*** Opening Data provided ***

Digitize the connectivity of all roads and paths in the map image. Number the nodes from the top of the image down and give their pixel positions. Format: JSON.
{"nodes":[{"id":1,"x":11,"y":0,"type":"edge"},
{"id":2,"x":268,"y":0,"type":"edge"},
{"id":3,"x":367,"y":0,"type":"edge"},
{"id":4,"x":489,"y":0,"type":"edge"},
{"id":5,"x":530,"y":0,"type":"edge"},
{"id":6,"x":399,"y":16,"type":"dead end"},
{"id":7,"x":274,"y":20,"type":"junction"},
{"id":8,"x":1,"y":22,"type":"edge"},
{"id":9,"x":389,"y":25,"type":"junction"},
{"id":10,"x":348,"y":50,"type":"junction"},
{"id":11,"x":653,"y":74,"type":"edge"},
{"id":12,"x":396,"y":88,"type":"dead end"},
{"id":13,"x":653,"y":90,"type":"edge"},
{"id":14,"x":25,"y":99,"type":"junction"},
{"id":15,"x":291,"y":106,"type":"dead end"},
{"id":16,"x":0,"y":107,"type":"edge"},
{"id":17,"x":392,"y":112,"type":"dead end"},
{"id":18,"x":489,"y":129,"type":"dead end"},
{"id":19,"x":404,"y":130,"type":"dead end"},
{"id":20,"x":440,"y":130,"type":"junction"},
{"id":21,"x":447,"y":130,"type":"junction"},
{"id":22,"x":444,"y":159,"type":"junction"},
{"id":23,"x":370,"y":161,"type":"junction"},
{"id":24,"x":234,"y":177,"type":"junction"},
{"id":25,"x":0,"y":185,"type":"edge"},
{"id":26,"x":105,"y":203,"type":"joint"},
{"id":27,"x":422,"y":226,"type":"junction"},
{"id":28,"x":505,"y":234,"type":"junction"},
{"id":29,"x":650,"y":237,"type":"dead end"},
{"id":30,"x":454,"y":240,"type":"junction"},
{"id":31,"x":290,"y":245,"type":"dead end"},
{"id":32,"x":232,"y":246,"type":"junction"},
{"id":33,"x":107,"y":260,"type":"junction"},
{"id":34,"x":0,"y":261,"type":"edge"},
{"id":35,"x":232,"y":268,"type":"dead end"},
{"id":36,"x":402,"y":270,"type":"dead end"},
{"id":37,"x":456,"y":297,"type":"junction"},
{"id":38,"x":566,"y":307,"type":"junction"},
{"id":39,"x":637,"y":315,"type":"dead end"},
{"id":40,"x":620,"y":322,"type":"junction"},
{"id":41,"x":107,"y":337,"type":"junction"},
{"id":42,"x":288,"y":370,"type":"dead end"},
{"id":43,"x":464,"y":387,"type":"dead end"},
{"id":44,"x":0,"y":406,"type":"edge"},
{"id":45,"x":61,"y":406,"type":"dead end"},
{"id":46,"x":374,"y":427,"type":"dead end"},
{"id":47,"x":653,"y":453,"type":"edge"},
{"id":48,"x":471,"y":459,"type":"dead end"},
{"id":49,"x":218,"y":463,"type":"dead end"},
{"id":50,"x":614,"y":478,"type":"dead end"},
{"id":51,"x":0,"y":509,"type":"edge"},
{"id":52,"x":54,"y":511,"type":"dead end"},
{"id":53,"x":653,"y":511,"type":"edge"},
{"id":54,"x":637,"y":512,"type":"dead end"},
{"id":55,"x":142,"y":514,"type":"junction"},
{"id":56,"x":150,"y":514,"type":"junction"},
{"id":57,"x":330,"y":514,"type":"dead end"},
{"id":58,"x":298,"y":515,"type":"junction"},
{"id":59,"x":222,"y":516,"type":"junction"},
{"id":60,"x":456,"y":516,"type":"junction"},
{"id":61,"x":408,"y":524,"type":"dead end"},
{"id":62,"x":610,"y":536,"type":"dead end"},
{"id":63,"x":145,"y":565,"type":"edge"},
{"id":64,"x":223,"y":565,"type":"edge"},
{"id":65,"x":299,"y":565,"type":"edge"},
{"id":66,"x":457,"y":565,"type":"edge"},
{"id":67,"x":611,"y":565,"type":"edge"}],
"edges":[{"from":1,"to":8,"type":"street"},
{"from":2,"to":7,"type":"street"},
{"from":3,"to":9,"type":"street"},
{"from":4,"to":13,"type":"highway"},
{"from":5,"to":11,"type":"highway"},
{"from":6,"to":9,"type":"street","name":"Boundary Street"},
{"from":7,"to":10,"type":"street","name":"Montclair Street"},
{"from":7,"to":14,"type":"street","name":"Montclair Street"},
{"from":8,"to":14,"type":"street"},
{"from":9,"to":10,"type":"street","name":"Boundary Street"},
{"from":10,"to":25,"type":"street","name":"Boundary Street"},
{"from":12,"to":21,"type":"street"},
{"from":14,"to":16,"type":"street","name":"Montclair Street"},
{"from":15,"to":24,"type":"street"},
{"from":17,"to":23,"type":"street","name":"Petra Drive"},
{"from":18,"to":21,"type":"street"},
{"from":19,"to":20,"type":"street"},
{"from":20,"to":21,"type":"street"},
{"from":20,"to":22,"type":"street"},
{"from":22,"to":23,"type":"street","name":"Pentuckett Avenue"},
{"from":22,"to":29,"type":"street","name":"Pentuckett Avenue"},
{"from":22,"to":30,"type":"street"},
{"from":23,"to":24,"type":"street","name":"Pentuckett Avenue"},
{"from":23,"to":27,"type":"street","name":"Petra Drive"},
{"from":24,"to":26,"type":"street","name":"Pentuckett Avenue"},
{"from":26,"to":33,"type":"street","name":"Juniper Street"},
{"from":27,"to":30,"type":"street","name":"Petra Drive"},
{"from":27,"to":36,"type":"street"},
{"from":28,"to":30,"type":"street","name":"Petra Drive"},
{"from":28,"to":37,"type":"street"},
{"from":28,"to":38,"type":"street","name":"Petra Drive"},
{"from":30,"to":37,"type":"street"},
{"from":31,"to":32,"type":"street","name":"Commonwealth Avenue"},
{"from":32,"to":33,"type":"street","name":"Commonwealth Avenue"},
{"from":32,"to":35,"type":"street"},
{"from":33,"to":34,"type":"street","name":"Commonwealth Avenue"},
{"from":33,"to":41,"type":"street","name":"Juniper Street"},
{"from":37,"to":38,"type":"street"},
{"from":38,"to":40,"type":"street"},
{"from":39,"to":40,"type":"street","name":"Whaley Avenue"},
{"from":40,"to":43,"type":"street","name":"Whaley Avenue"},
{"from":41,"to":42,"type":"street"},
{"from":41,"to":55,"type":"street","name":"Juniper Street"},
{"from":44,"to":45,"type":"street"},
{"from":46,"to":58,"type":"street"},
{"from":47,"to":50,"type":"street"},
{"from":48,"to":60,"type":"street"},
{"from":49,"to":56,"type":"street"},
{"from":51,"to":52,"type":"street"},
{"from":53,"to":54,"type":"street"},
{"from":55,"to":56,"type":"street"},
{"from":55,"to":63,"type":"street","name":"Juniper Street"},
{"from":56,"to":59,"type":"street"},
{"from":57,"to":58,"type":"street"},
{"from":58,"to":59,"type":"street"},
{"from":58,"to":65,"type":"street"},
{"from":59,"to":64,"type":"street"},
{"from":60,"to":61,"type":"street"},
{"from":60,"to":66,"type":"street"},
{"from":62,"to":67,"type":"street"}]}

*** Closing Data provided ***

> **Aim of the exercise**
The string "Pentuckett": state how many lines above contain it, giving nothing but the number.

> **Task response**
4